Gemini in Google Sheets is becoming far easier to use for a global audience after Google added support for 28 new languages. The update removes a major barrier for users who prefer to work in their native language instead of relying on English-only prompts.
For many people, the real challenge in Sheets is not entering data but dealing with formulas, pivot tables, and more advanced spreadsheet structures. Gemini lowers that barrier by letting users describe what they need in natural language and get help building or editing sheets more quickly.
Native-language prompts now matter more
Google says the expanded language support is available now to everyone who already has access to Gemini in Sheets. This is not a separate feature launch, but a broader language rollout for an existing capability.
The 28 additional languages include Spanish, Portuguese, Japanese, Arabic, and Finnish. That wider coverage makes it easier for users to ask Gemini to create or modify spreadsheets without first translating their request into English.
The change also has practical value for international teams.
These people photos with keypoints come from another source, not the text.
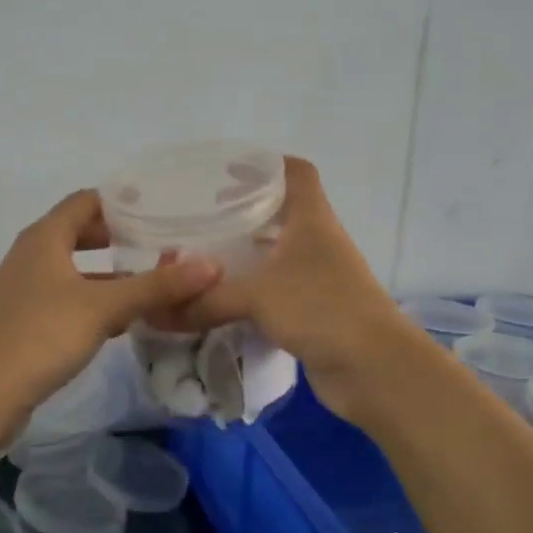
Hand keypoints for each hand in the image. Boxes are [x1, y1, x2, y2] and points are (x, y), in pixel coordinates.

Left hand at [0, 190, 222, 429]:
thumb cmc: (40, 335)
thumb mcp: (103, 307)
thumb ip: (156, 287)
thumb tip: (212, 266)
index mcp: (45, 238)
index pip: (86, 201)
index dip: (122, 201)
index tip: (162, 208)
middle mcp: (32, 256)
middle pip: (82, 234)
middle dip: (122, 239)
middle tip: (166, 244)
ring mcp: (27, 291)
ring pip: (77, 271)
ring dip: (112, 275)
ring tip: (155, 282)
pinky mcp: (27, 323)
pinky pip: (69, 300)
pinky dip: (97, 302)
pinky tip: (126, 322)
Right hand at [174, 158, 402, 422]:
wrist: (374, 367)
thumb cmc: (320, 309)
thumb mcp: (256, 297)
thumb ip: (206, 300)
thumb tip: (158, 311)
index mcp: (312, 220)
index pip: (296, 173)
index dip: (266, 164)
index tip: (227, 171)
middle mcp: (318, 242)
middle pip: (283, 212)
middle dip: (246, 212)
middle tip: (203, 217)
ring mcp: (320, 278)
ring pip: (279, 254)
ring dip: (248, 254)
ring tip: (206, 257)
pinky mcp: (316, 311)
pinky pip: (278, 290)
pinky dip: (253, 290)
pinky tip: (224, 299)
When coworkers are spread across countries and routinely switch between languages, a tool that can follow instructions in more than one language can smooth out daily collaboration.
What Gemini can do inside Sheets
Gemini is designed to help users create spreadsheets without needing deep technical knowledge at the outset. A prompt can be enough to start a sheet, add structure, or guide edits that would otherwise take more manual work.
Google has already expanded Gemini’s capabilities in Sheets to include creating full spreadsheets from text instructions. It can also help with tasks such as building pivot tables, inserting complex formulas automatically, and supporting optimization work.
That makes Sheets less intimidating for users who have long found spreadsheet tools too technical. It also helps experienced users move faster by reducing repetitive manual steps.
In testing reported by Android Authority, Gemini was asked in Spanish to create a profit-and-loss spreadsheet using sample data, and the result worked well. When follow-up instructions were given in English, the system still handled them without issue.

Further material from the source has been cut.